I WAS TORN APART when I first posted here before the site crashed... I would show you it if I could but as I said the site crashed. 

And the stupid customers I refer to are the ones who think they know everything and when told they cannot have that fish they go somewhere else to buy it or they try and gert the stuff they need for it but still doesnt cut it... as in the girl and her mother... she did not listen the first time, the second time or even the third, THAT is stupidity. Or the people that say they have had fish for years and act like they know what they are doing but don't. Its the people that are ignorant and refuse to learn that tick me off. 

Funny thing is, is that you are attacking us much like what you are accusing us of doing. :roll: 

Anyways this post would be best as locked and done with as this is going to be a huge argument.


----------



## Fishfirst (Jan 24, 2005)

Settle down everyone... Yes I agree... some people on here (I won't mention anyone in particular) take this way to seriously and are of no help when someone asks a question totally unrelated. But some of it has good cause for concern. 

Posters just remember this: Its not what you said, its HOW you said it. 

That is what people are getting all rilled up here in this post. 

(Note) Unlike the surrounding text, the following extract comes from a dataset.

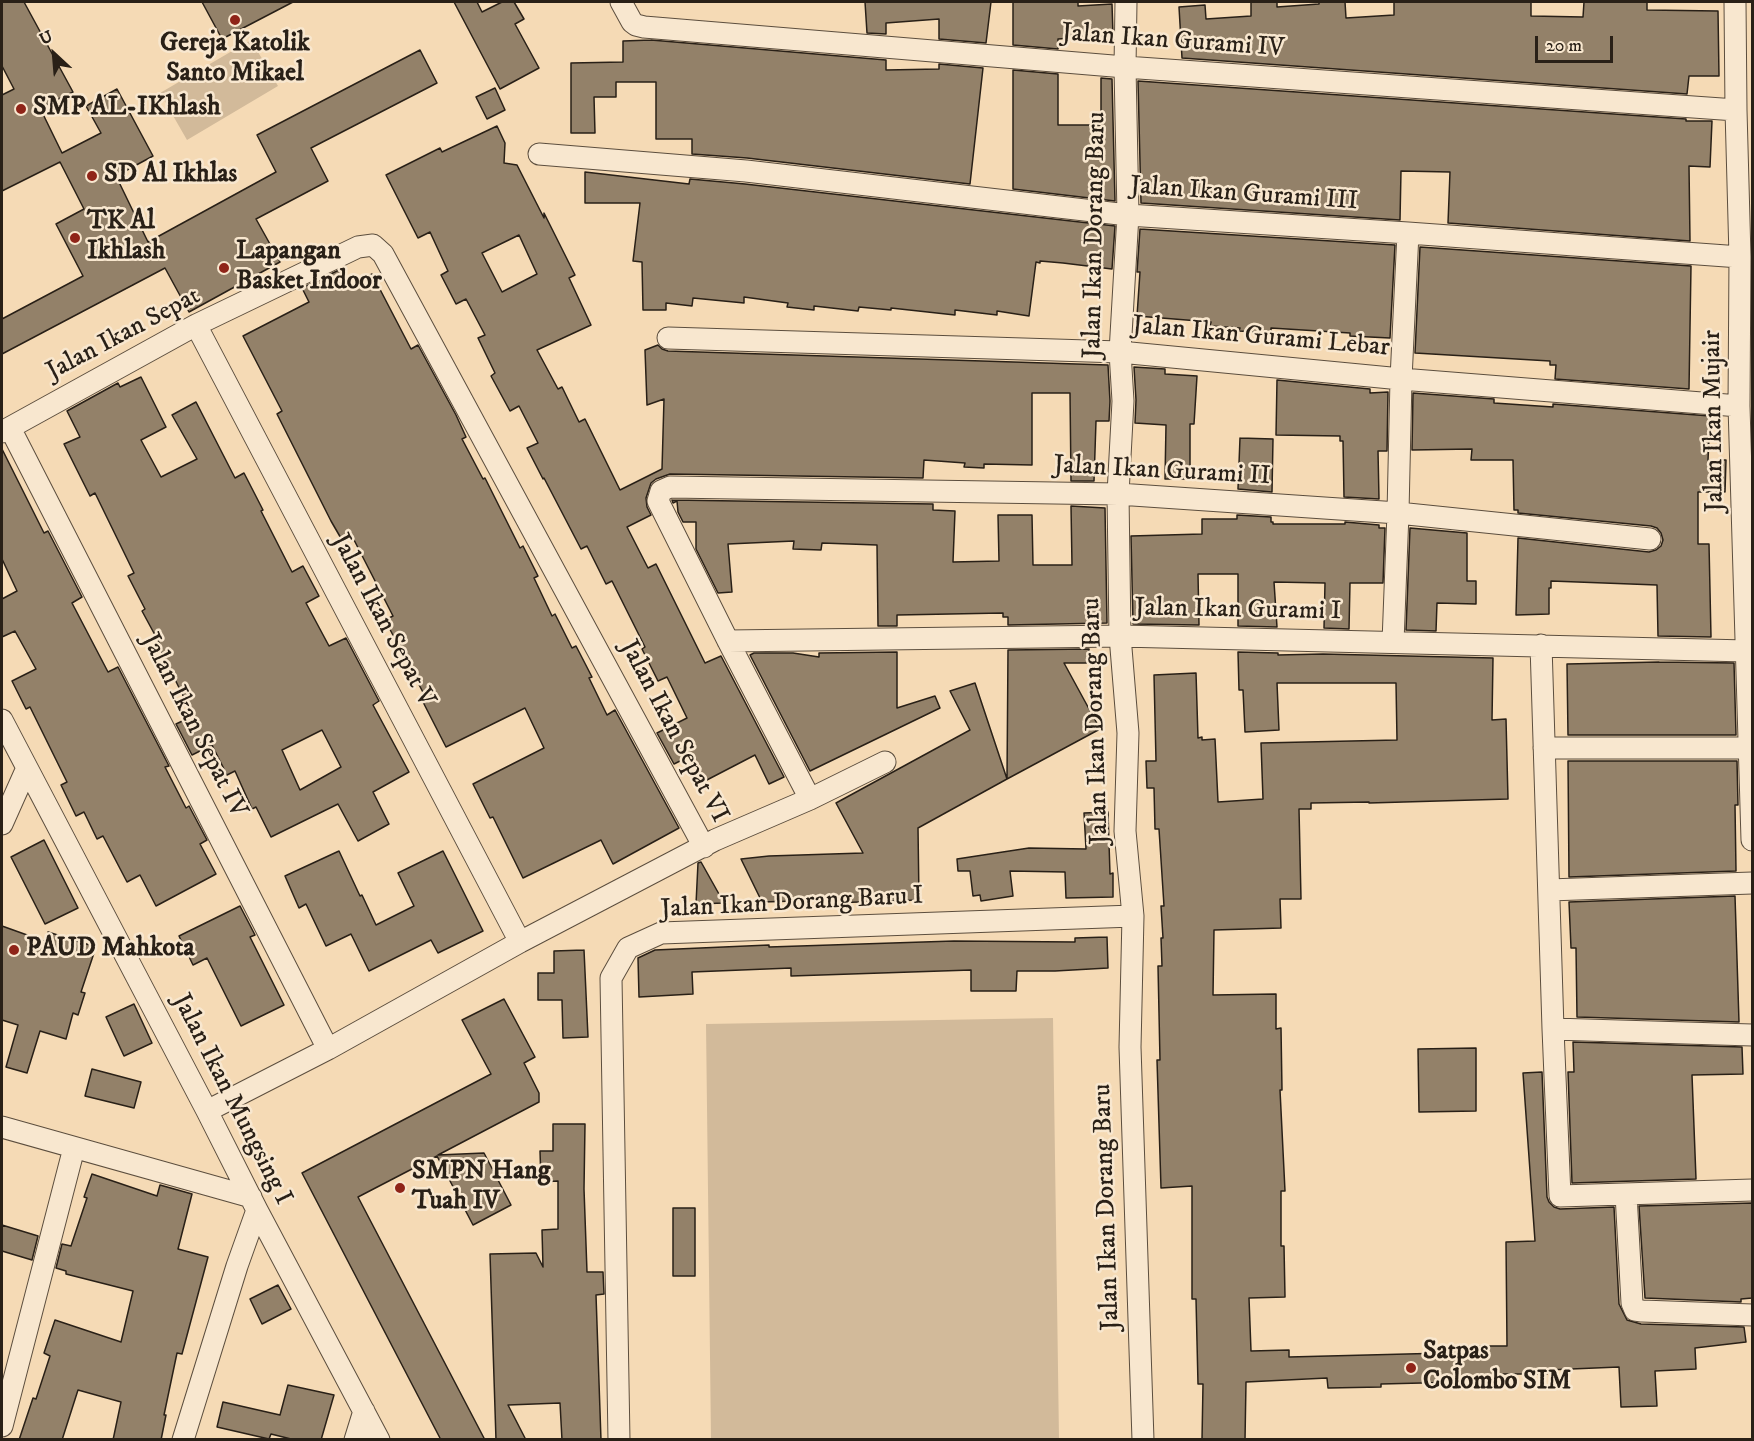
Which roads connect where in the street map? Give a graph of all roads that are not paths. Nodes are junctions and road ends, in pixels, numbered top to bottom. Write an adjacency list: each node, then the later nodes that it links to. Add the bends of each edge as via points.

Next time if you see an over stocked tank dont say... "WOW YOUR TANK IS WAY OVER STOCKED JEZZZ!"
instead say "Just to warn you, your tank list looks pretty crowded, you may want to give away some of your fish so you don't have future problems."


----------



## fishouttawater (Mar 4, 2005)

Like I said before, I most certainly didn't mean to cause an arguement, and for that I apologize, point has been made, and I am done with it. It would be nice if yes, the moderator would lock this subject now. An argument wasn't the intention. I am very sorry, I was having a very long and tiring day, and am quite upset over my fish and feel helpless at the moment, we are 100 miles from the nearest place to even buy fish food, 300 miles to the nearest actual pet store. My hands are so tied at the moment is all. I just needed help with what I have, I have no place to go to fix tank size etc at the moment. 29 gallons, 10 fish, and the whole thing is cycling, I don't want any living creature to suffer, but have to stay realistic too, they are after all, food to some people. sigh, again, from the bottom of my butt (as it is bigger than my heart) I AM SO SORRY that i opened this can of worms. and i am even more sorry if i upset anyone.


----------



## fish_doc (Jan 31, 2005)

Some of you are right in saying your tank is overstocked or you need to get rid of a few fish. But I also agree that you need to say it in a toned down manner. While at school do you learn better when you enjoy the class and things are presented in a fun fashion or when someone is yelling at you telling you how stupid you are. People come here to learn because they two care about their fish and want the best for them. They come here on their own and not because they are looking for a degree. So they can and will leave if they get a attitude from us. At that point we have ruined the whole reason for this forum. And like you said Lexus you like many others took a few harsh posts when you first came here. But that does not justify forwarding that attitude to other newbies. 
Like the one sales pitch goes. STOP THE MADNESS


----------



## Lydia (Feb 6, 2005)

Fishfirst @ Fri Mar 11 said:


> Settle down everyone... Yes I agree... some people on here (I won't mention anyone in particular)  take this way to seriously and are of no help when someone asks a question totally unrelated.  But some of it has good cause for concern.
> 
> Posters just remember this:  Its not what you said, its HOW you said it.
> 
> ...


i agree with him....its not so much WHAT you say as HOW you say it

and, simpte, i understand now that i shouldnt have got them, and i feel bad about it....but i dont think me getting them meritted me getting a whole lot of people basically telling me that my whole tank is screwed up and that i am an idiot....im trying to learn!!!! and i really appreciate everyones help, i just would like it better if people would make an effort to try to be nicer about it....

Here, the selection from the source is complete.